Which I think is a nice improvement when I'm creating a decent amount of ArrayLists.

memfn

The next piece I used integration with the AWS APIs was memfn. The call to describeInstances returns a List of Instance objects which have a few fields I'm interested in. There are quite a few fields on the Instance object (20+) and I was only interested in a few. Furthermore, I also did not want the callers of the functions to have to know they were dealing with a Java objects. One was bean, which transforms an object into a map of it's bean properties. It seemed like it would work for me, but would pull over fields I cared about and a lot of ones that I didn't. It would also require knowledge of the Java object and the generated map structure. I thought a better way to do this would be memfn. The memfn macro takes an method name (and optionally arguments) and returns a function that takes an object as a parameter. The function then invokes the method on that object when called. It basically translates the above call into:

((memfn getPublicIpAddress) some-object)

This seemed closer to what I wanted, but what I really wanted was a function called "public-ip" that you could pass an instance to.
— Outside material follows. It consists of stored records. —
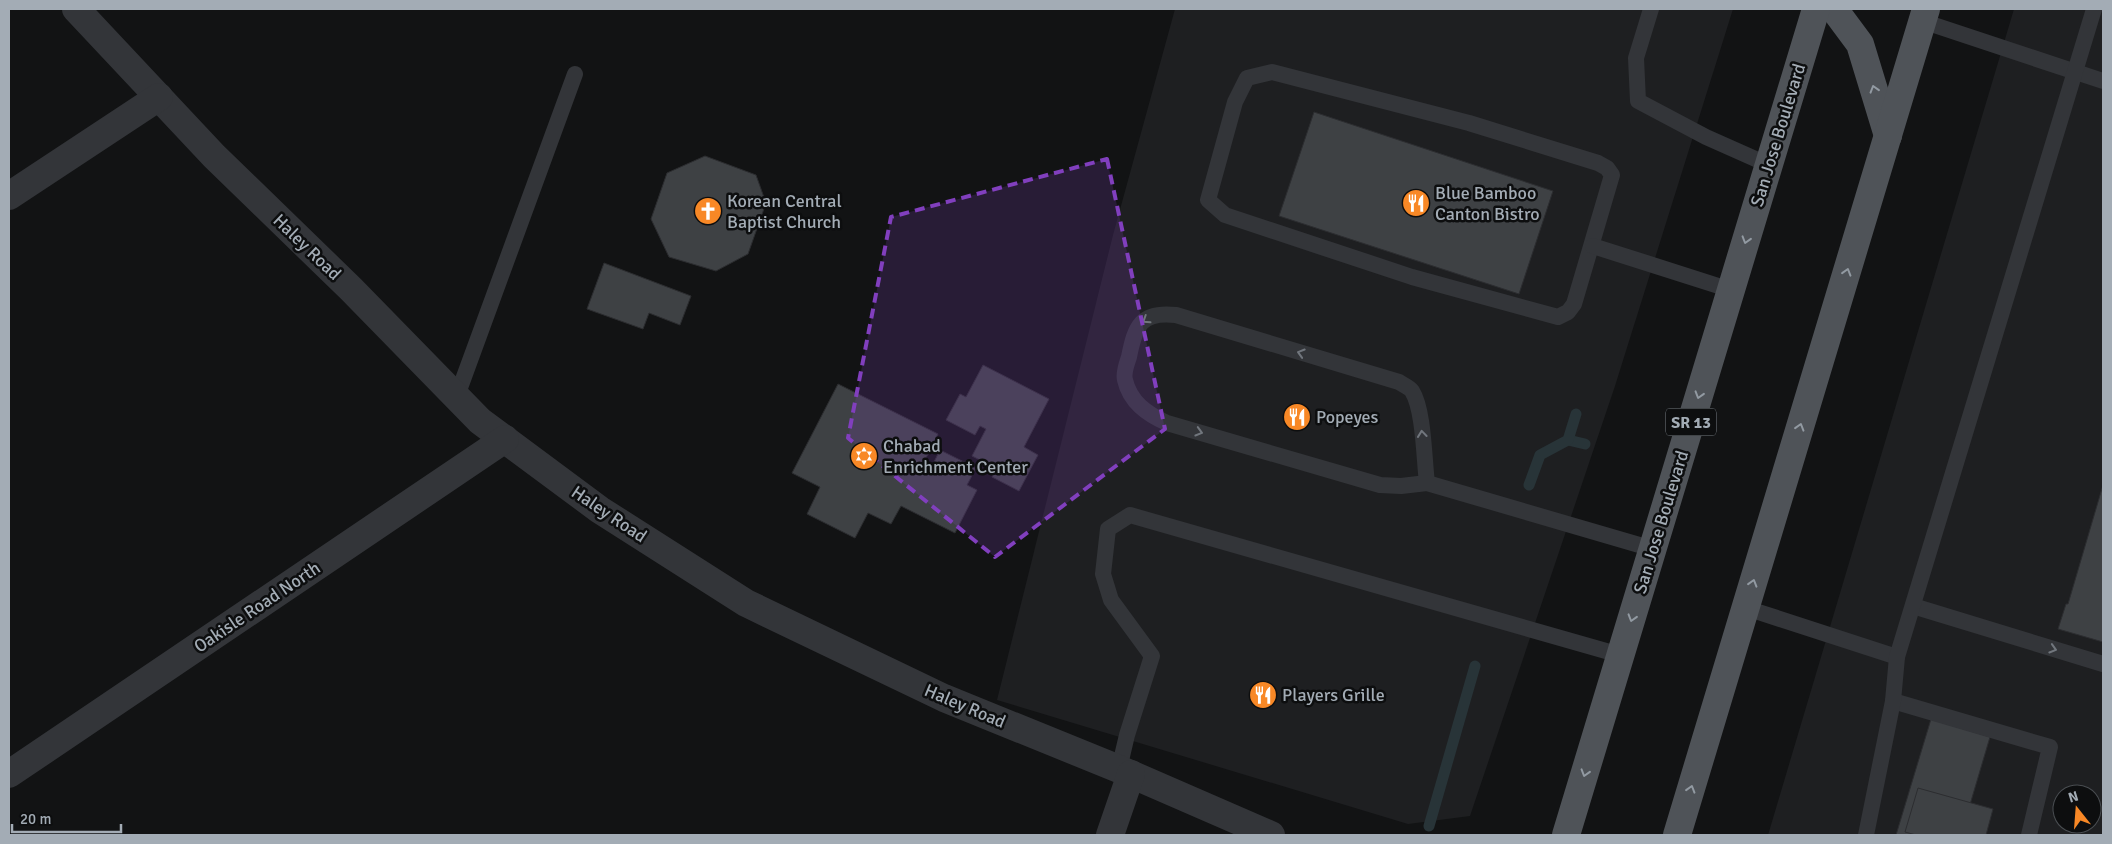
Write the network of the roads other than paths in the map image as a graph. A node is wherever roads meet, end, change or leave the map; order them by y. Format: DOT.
graph roads {
  1 [pos="76,9"];
  2 [pos="1651,9"];
  3 [pos="1816,9"];
  4 [pos="1834,9"];
  5 [pos="2094,9"];
  6 [pos="1921,13"];
  7 [pos="2075,72"];
  8 [pos="575,74"];
  9 [pos="2103,81"];
  10 [pos="159,97"];
  11 [pos="1888,136"];
  12 [pos="1769,165"];
  13 [pos="9,196"];
  14 [pos="1592,246"];
  15 [pos="1731,290"];
  16 [pos="456,396"];
  17 [pos="505,439"];
  18 [pos="1427,483"];
  19 [pos="1652,549"];
  20 [pos="1913,606"];
  21 [pos="1746,608"];
  22 [pos="1620,655"];
  23 [pos="1897,657"];
  24 [pos="2103,664"];
  25 [pos="1893,701"];
  26 [pos="1125,772"];
  27 [pos="9,774"];
  28 [pos="1110,835"];
  29 [pos="1271,835"];
  30 [pos="1566,835"];
  31 [pos="1677,835"];
  32 [pos="1866,835"];
  33 [pos="2029,835"];
  1 -- 10 [label="street, Haley Road"];
  2 -- 12 [label="lane"];
  3 -- 12 [label="main road, San Jose Boulevard / SR 13"];
  11 -- 4 [label="main road, one-way"];
  5 -- 7 [label="lane"];
  6 -- 7 [label="lane"];
  6 -- 11 [label="main road"];
  7 -- 9 [label="lane"];
  7 -- 20 [label="lane"];
  8 -- 16 [label="lane"];
  10 -- 13 [label="street"];
  10 -- 16 [label="street, Haley Road"];
  21 -- 11 [label="main road, one-way"];
  12 -- 15 [label="main road, San Jose Boulevard / SR 13, one-way"];
  14 -- 14 [label="lane"];
  14 -- 15 [label="lane"];
  15 -- 19 [label="main road, San Jose Boulevard / SR 13, one-way"];
  16 -- 17 [label="street, Haley Road"];
  17 -- 26 [label="street, Haley Road"];
  17 -- 27 [label="street, Oakisle Road North"];
  18 -- 18 [label="lane, one-way"];
  18 -- 19 [label="lane"];
  19 -- 22 [label="main road, San Jose Boulevard / SR 13, one-way"];
  20 -- 23 [label="lane"];
  20 -- 24 [label="lane, one-way"];
  21 -- 23 [label="lane"];
  31 -- 21 [label="main road, one-way"];
  22 -- 26 [label="lane"];
  22 -- 30 [label="main road, San Jose Boulevard / SR 13, one-way"];
  23 -- 25 [label="lane"];
  25 -- 32 [label="lane"];
  25 -- 33 [label="lane"];
  26 -- 28 [label="street"];
  26 -- 29 [label="street, Haley Road"];
}
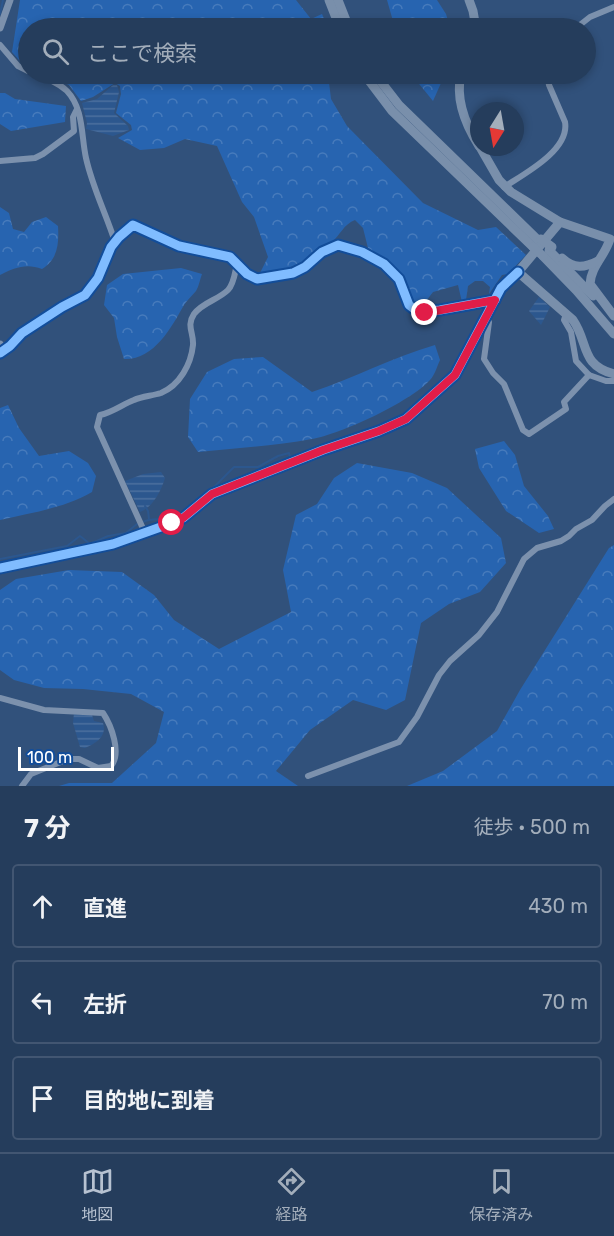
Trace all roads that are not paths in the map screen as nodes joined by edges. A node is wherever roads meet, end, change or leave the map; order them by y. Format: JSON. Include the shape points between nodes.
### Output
{"nodes":[{"id":1,"x":10,"y":0,"type":"edge"},
{"id":2,"x":329,"y":0,"type":"edge"},
{"id":3,"x":338,"y":0,"type":"edge"},
{"id":4,"x":470,"y":0,"type":"edge"},
{"id":5,"x":614,"y":7,"type":"edge"},
{"id":6,"x":335,"y":18,"type":"edge"},
{"id":7,"x":345,"y":18,"type":"edge"},
{"id":8,"x":474,"y":18,"type":"edge"},
{"id":9,"x":589,"y":18,"type":"edge"},
{"id":10,"x":0,"y":28,"type":"edge"},
{"id":11,"x":0,"y":45,"type":"edge"},
{"id":12,"x":18,"y":66,"type":"edge"},
{"id":13,"x":57,"y":84,"type":"edge"},
{"id":14,"x":372,"y":84,"type":"edge"},
{"id":15,"x":383,"y":84,"type":"edge"},
{"id":16,"x":459,"y":84,"type":"edge"},
{"id":17,"x":549,"y":84,"type":"edge"},
{"id":18,"x":77,"y":109,"type":"junction"},
{"id":19,"x":470,"y":130,"type":"edge"},
{"id":20,"x":485,"y":156,"type":"edge"},
{"id":21,"x":0,"y":161,"type":"edge"},
{"id":22,"x":504,"y":187,"type":"junction"},
{"id":23,"x":560,"y":222,"type":"junction"},
{"id":24,"x":612,"y":240,"type":"edge"},
{"id":25,"x":115,"y":242,"type":"junction"},
{"id":26,"x":538,"y":242,"type":"junction"},
{"id":27,"x":548,"y":251,"type":"junction"},
{"id":28,"x":598,"y":261,"type":"junction"},
{"id":29,"x":237,"y":264,"type":"junction"},
{"id":30,"x":518,"y":272,"type":"junction"},
{"id":31,"x":576,"y":290,"type":"junction"},
{"id":32,"x":495,"y":300,"type":"junction"},
{"id":33,"x":566,"y":314,"type":"junction"},
{"id":34,"x":614,"y":316,"type":"edge"},
{"id":35,"x":485,"y":318,"type":"junction"},
{"id":36,"x":614,"y":321,"type":"edge"},
{"id":37,"x":614,"y":334,"type":"edge"},
{"id":38,"x":614,"y":341,"type":"edge"},
{"id":39,"x":0,"y":344,"type":"edge"},
{"id":40,"x":0,"y":354,"type":"edge"},
{"id":41,"x":611,"y":372,"type":"edge"},
{"id":42,"x":589,"y":375,"type":"junction"},
{"id":43,"x":614,"y":381,"type":"edge"},
{"id":44,"x":614,"y":499,"type":"edge"},
{"id":45,"x":145,"y":533,"type":"junction"},
{"id":46,"x":0,"y":568,"type":"edge"},
{"id":47,"x":0,"y":699,"type":"edge"},
{"id":48,"x":308,"y":776,"type":"dead end"},
{"id":49,"x":22,"y":786,"type":"edge"}],
"edges":[{"from":1,"to":10,"type":"street"},
{"from":2,"to":6,"type":"main road"},
{"from":3,"to":7,"type":"main road"},
{"from":4,"to":8,"type":"main road"},
{"from":5,"to":9,"type":"street"},
{"from":11,"to":12,"type":"street"},
{"from":13,"to":18,"type":"street","via":[[67,91]]},
{"from":14,"to":26,"type":"main road","via":[[392,111]]},
{"from":15,"to":26,"type":"main road","via":[[399,105]]},
{"from":16,"to":19,"type":"main road","via":[[464,118]]},
{"from":17,"to":22,"type":"street","via":[[565,122],[564,136],[541,163]]},
{"from":18,"to":21,"type":"street","via":[[74,130],[43,154]]},
{"from":18,"to":25,"type":"street","via":[[86,157]]},
{"from":20,"to":22,"type":"main road"},
{"from":22,"to":23,"type":"main road"},
{"from":23,"to":24,"type":"main road"},
{"from":23,"to":30,"type":"main road"},
{"from":24,"to":28,"type":"main road"},
{"from":25,"to":29,"type":"street","via":[[133,225],[179,246],[230,257]]},
{"from":25,"to":40,"type":"street","via":[[98,278],[85,294],[21,333]]},
{"from":26,"to":27,"type":"main road","bridge":true},
{"from":27,"to":28,"type":"main road","via":[[574,266]]},
{"from":27,"to":31,"type":"main road"},
{"from":27,"to":36,"type":"main road"},
{"from":28,"to":34,"type":"main road","via":[[590,274],[590,284]]},
{"from":29,"to":32,"type":"street","via":[[257,279],[293,273],[338,245],[362,252],[388,268],[399,279],[409,305],[418,312]]},
{"from":29,"to":45,"type":"street","via":[[229,290],[201,306],[190,321],[193,343],[186,371],[162,393],[136,399],[100,415],[97,427]]},
{"from":30,"to":32,"type":"street"},
{"from":30,"to":33,"type":"main road"},
{"from":31,"to":37,"type":"main road"},
{"from":31,"to":38,"type":"main road"},
{"from":32,"to":35,"type":"street"},
{"from":33,"to":41,"type":"main road","via":[[579,330],[593,364]]},
{"from":33,"to":42,"type":"street","via":[[564,320],[571,332],[576,361]]},
{"from":35,"to":42,"type":"street","via":[[489,322],[484,359],[504,384],[524,430],[532,433],[566,409],[564,402]]},
{"from":35,"to":45,"type":"street","via":[[455,375],[406,419],[212,494],[183,518]]},
{"from":39,"to":40,"type":"street"},
{"from":42,"to":43,"type":"street"},
{"from":44,"to":48,"type":"street","via":[[569,536],[524,559],[497,612],[439,675],[399,742]]},
{"from":45,"to":46,"type":"street"},
{"from":47,"to":49,"type":"street","via":[[44,710],[103,713],[113,739],[116,751],[111,766],[98,768],[79,759],[68,759],[31,774]]}]}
So I ended up attaching a name to the memfn function that was returned by creating a little macro:

(defmacro defmemfn
     [name method-name & args]
     `(def ~name (memfn ~method-name ~@args)))

A call to defmemfn looks like:

(defmemfn public-ip getPublicIpAddress)

And asking for a public ip looks like:

(public-ip instance)

Up Next - Testing

In conclusion, I think that working with the AWS APIs was easy thanks to Clojure's great Java integration. Testing this code was also much easier than I thought which I'll post next.